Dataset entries
—————

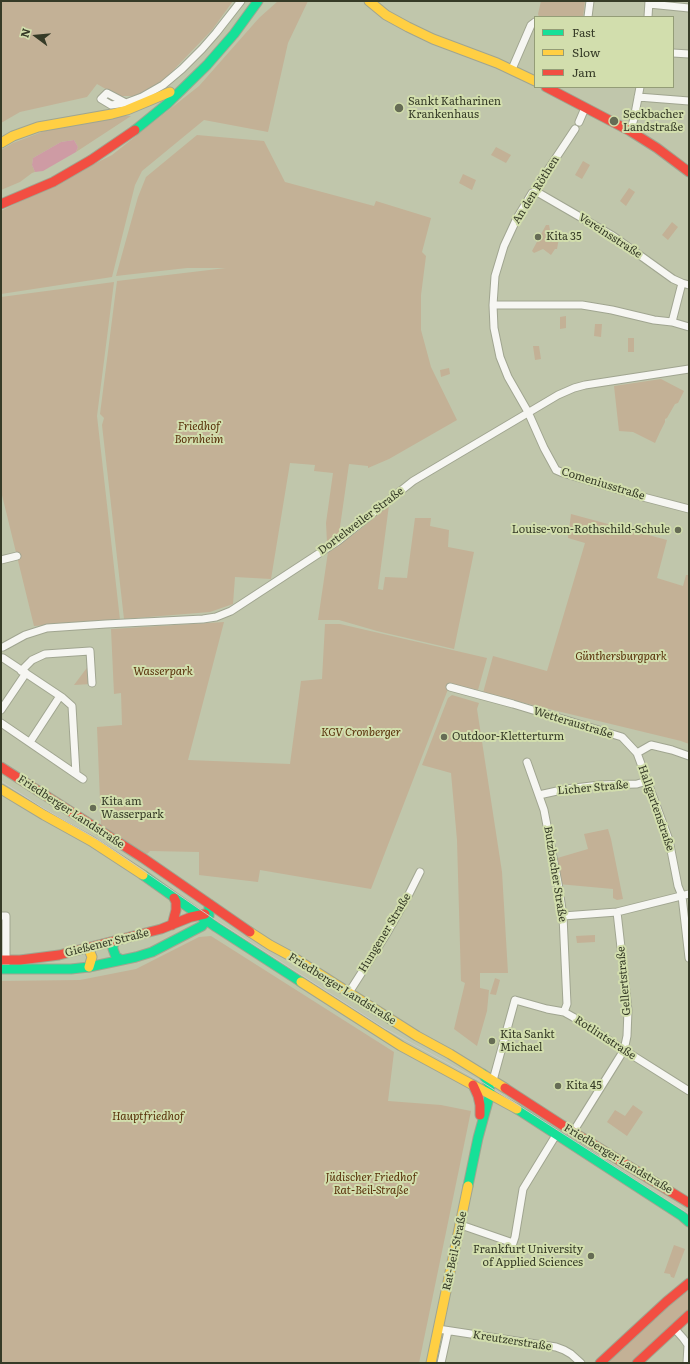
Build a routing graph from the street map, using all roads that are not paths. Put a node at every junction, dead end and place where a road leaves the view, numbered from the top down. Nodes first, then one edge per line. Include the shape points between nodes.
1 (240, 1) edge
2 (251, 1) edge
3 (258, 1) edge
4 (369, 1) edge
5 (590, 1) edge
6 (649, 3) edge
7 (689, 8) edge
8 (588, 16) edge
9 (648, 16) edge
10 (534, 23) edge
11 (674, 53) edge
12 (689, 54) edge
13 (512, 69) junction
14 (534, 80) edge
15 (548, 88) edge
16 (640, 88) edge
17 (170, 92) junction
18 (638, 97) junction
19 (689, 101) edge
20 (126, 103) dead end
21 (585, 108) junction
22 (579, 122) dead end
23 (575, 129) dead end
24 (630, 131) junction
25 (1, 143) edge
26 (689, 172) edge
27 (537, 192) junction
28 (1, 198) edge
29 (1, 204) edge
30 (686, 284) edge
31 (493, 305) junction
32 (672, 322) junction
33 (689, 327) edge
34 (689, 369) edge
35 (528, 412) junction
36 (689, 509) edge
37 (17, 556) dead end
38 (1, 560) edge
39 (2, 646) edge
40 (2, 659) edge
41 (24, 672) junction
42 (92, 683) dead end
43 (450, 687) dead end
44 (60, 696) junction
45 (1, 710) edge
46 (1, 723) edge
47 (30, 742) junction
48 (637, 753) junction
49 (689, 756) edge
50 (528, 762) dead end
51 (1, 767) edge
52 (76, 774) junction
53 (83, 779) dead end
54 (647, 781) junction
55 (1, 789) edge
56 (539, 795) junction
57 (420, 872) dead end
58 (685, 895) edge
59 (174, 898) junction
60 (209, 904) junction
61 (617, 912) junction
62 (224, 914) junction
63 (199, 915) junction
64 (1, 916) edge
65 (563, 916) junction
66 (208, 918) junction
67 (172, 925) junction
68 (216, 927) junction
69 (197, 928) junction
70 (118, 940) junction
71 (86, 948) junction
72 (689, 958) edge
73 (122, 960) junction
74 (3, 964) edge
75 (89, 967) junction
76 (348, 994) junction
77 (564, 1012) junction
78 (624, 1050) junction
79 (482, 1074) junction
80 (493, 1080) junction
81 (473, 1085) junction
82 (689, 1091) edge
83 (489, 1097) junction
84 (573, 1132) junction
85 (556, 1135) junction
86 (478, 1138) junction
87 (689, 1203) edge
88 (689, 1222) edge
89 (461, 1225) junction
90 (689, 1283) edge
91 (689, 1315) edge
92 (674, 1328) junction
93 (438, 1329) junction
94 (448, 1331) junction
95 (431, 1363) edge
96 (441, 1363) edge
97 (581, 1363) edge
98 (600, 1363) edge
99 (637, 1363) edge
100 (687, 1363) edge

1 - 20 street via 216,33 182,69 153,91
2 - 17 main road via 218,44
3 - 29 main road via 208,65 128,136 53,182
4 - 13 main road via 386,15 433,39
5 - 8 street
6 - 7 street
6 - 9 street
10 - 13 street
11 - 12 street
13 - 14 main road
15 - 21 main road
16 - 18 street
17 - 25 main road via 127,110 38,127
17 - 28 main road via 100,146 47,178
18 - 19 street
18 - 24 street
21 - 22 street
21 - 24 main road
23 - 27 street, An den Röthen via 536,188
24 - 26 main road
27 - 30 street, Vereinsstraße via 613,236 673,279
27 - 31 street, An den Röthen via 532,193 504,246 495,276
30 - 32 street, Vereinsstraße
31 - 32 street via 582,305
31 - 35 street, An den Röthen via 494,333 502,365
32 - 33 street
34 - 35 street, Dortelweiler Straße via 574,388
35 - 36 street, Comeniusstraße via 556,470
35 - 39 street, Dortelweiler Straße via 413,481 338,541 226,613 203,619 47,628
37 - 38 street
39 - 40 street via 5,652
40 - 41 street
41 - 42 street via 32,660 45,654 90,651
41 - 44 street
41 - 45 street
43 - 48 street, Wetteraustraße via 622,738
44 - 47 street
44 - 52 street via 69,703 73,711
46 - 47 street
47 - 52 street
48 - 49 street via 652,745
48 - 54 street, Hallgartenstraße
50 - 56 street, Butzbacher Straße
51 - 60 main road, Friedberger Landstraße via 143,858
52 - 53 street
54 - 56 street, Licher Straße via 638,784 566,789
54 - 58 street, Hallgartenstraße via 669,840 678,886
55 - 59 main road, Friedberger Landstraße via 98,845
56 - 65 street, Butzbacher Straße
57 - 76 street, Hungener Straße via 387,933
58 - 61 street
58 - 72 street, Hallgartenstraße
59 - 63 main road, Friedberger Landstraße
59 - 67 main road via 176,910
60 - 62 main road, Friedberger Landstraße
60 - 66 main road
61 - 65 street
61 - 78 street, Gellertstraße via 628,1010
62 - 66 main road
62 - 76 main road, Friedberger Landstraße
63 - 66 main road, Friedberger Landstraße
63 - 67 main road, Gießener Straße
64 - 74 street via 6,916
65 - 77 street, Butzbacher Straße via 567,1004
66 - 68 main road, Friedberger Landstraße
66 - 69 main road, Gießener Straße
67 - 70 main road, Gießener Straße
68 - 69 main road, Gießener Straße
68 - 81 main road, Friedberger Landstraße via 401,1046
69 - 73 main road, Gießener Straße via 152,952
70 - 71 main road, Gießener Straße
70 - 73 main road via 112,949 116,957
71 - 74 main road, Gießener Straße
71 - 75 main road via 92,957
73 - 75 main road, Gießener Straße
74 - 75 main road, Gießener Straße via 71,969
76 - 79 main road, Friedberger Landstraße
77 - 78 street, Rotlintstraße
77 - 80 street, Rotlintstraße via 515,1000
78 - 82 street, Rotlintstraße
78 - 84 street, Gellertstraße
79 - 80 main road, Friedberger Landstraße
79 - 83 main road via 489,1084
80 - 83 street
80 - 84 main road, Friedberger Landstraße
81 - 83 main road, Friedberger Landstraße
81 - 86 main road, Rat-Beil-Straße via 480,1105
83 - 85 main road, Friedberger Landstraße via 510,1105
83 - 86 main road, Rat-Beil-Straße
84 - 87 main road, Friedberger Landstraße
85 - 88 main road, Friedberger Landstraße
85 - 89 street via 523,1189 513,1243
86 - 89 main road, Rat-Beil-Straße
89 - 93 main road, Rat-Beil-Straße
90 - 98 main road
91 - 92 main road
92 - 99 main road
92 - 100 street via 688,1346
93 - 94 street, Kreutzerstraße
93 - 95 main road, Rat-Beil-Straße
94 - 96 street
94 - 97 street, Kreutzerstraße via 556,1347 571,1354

—————

◆ Work instructions:
Omit the pictures and write out the remaining data exactly.

◆ Answer section:
Build a routing graph from the street map, using all roads that are not paths. Put a node at every junction, dead end and place where a road leaves the view, numbered from the top down. Nodes first, then one edge per line. Include the shape points between nodes.
1 (240, 1) edge
2 (251, 1) edge
3 (258, 1) edge
4 (369, 1) edge
5 (590, 1) edge
6 (649, 3) edge
7 (689, 8) edge
8 (588, 16) edge
9 (648, 16) edge
10 (534, 23) edge
11 (674, 53) edge
12 (689, 54) edge
13 (512, 69) junction
14 (534, 80) edge
15 (548, 88) edge
16 (640, 88) edge
17 (170, 92) junction
18 (638, 97) junction
19 (689, 101) edge
20 (126, 103) dead end
21 (585, 108) junction
22 (579, 122) dead end
23 (575, 129) dead end
24 (630, 131) junction
25 (1, 143) edge
26 (689, 172) edge
27 (537, 192) junction
28 (1, 198) edge
29 (1, 204) edge
30 (686, 284) edge
31 (493, 305) junction
32 (672, 322) junction
33 (689, 327) edge
34 (689, 369) edge
35 (528, 412) junction
36 (689, 509) edge
37 (17, 556) dead end
38 (1, 560) edge
39 (2, 646) edge
40 (2, 659) edge
41 (24, 672) junction
42 (92, 683) dead end
43 (450, 687) dead end
44 (60, 696) junction
45 (1, 710) edge
46 (1, 723) edge
47 (30, 742) junction
48 (637, 753) junction
49 (689, 756) edge
50 (528, 762) dead end
51 (1, 767) edge
52 (76, 774) junction
53 (83, 779) dead end
54 (647, 781) junction
55 (1, 789) edge
56 (539, 795) junction
57 (420, 872) dead end
58 (685, 895) edge
59 (174, 898) junction
60 (209, 904) junction
61 (617, 912) junction
62 (224, 914) junction
63 (199, 915) junction
64 (1, 916) edge
65 (563, 916) junction
66 (208, 918) junction
67 (172, 925) junction
68 (216, 927) junction
69 (197, 928) junction
70 (118, 940) junction
71 (86, 948) junction
72 (689, 958) edge
73 (122, 960) junction
74 (3, 964) edge
75 (89, 967) junction
76 (348, 994) junction
77 (564, 1012) junction
78 (624, 1050) junction
79 (482, 1074) junction
80 (493, 1080) junction
81 (473, 1085) junction
82 (689, 1091) edge
83 (489, 1097) junction
84 (573, 1132) junction
85 (556, 1135) junction
86 (478, 1138) junction
87 (689, 1203) edge
88 (689, 1222) edge
89 (461, 1225) junction
90 (689, 1283) edge
91 (689, 1315) edge
92 (674, 1328) junction
93 (438, 1329) junction
94 (448, 1331) junction
95 (431, 1363) edge
96 (441, 1363) edge
97 (581, 1363) edge
98 (600, 1363) edge
99 (637, 1363) edge
100 (687, 1363) edge

1 - 20 street via 216,33 182,69 153,91
2 - 17 main road via 218,44
3 - 29 main road via 208,65 128,136 53,182
4 - 13 main road via 386,15 433,39
5 - 8 street
6 - 7 street
6 - 9 street
10 - 13 street
11 - 12 street
13 - 14 main road
15 - 21 main road
16 - 18 street
17 - 25 main road via 127,110 38,127
17 - 28 main road via 100,146 47,178
18 - 19 street
18 - 24 street
21 - 22 street
21 - 24 main road
23 - 27 street, An den Röthen via 536,188
24 - 26 main road
27 - 30 street, Vereinsstraße via 613,236 673,279
27 - 31 street, An den Röthen via 532,193 504,246 495,276
30 - 32 street, Vereinsstraße
31 - 32 street via 582,305
31 - 35 street, An den Röthen via 494,333 502,365
32 - 33 street
34 - 35 street, Dortelweiler Straße via 574,388
35 - 36 street, Comeniusstraße via 556,470
35 - 39 street, Dortelweiler Straße via 413,481 338,541 226,613 203,619 47,628
37 - 38 street
39 - 40 street via 5,652
40 - 41 street
41 - 42 street via 32,660 45,654 90,651
41 - 44 street
41 - 45 street
43 - 48 street, Wetteraustraße via 622,738
44 - 47 street
44 - 52 street via 69,703 73,711
46 - 47 street
47 - 52 street
48 - 49 street via 652,745
48 - 54 street, Hallgartenstraße
50 - 56 street, Butzbacher Straße
51 - 60 main road, Friedberger Landstraße via 143,858
52 - 53 street
54 - 56 street, Licher Straße via 638,784 566,789
54 - 58 street, Hallgartenstraße via 669,840 678,886
55 - 59 main road, Friedberger Landstraße via 98,845
56 - 65 street, Butzbacher Straße
57 - 76 street, Hungener Straße via 387,933
58 - 61 street
58 - 72 street, Hallgartenstraße
59 - 63 main road, Friedberger Landstraße
59 - 67 main road via 176,910
60 - 62 main road, Friedberger Landstraße
60 - 66 main road
61 - 65 street
61 - 78 street, Gellertstraße via 628,1010
62 - 66 main road
62 - 76 main road, Friedberger Landstraße
63 - 66 main road, Friedberger Landstraße
63 - 67 main road, Gießener Straße
64 - 74 street via 6,916
65 - 77 street, Butzbacher Straße via 567,1004
66 - 68 main road, Friedberger Landstraße
66 - 69 main road, Gießener Straße
67 - 70 main road, Gießener Straße
68 - 69 main road, Gießener Straße
68 - 81 main road, Friedberger Landstraße via 401,1046
69 - 73 main road, Gießener Straße via 152,952
70 - 71 main road, Gießener Straße
70 - 73 main road via 112,949 116,957
71 - 74 main road, Gießener Straße
71 - 75 main road via 92,957
73 - 75 main road, Gießener Straße
74 - 75 main road, Gießener Straße via 71,969
76 - 79 main road, Friedberger Landstraße
77 - 78 street, Rotlintstraße
77 - 80 street, Rotlintstraße via 515,1000
78 - 82 street, Rotlintstraße
78 - 84 street, Gellertstraße
79 - 80 main road, Friedberger Landstraße
79 - 83 main road via 489,1084
80 - 83 street
80 - 84 main road, Friedberger Landstraße
81 - 83 main road, Friedberger Landstraße
81 - 86 main road, Rat-Beil-Straße via 480,1105
83 - 85 main road, Friedberger Landstraße via 510,1105
83 - 86 main road, Rat-Beil-Straße
84 - 87 main road, Friedberger Landstraße
85 - 88 main road, Friedberger Landstraße
85 - 89 street via 523,1189 513,1243
86 - 89 main road, Rat-Beil-Straße
89 - 93 main road, Rat-Beil-Straße
90 - 98 main road
91 - 92 main road
92 - 99 main road
92 - 100 street via 688,1346
93 - 94 street, Kreutzerstraße
93 - 95 main road, Rat-Beil-Straße
94 - 96 street
94 - 97 street, Kreutzerstraße via 556,1347 571,1354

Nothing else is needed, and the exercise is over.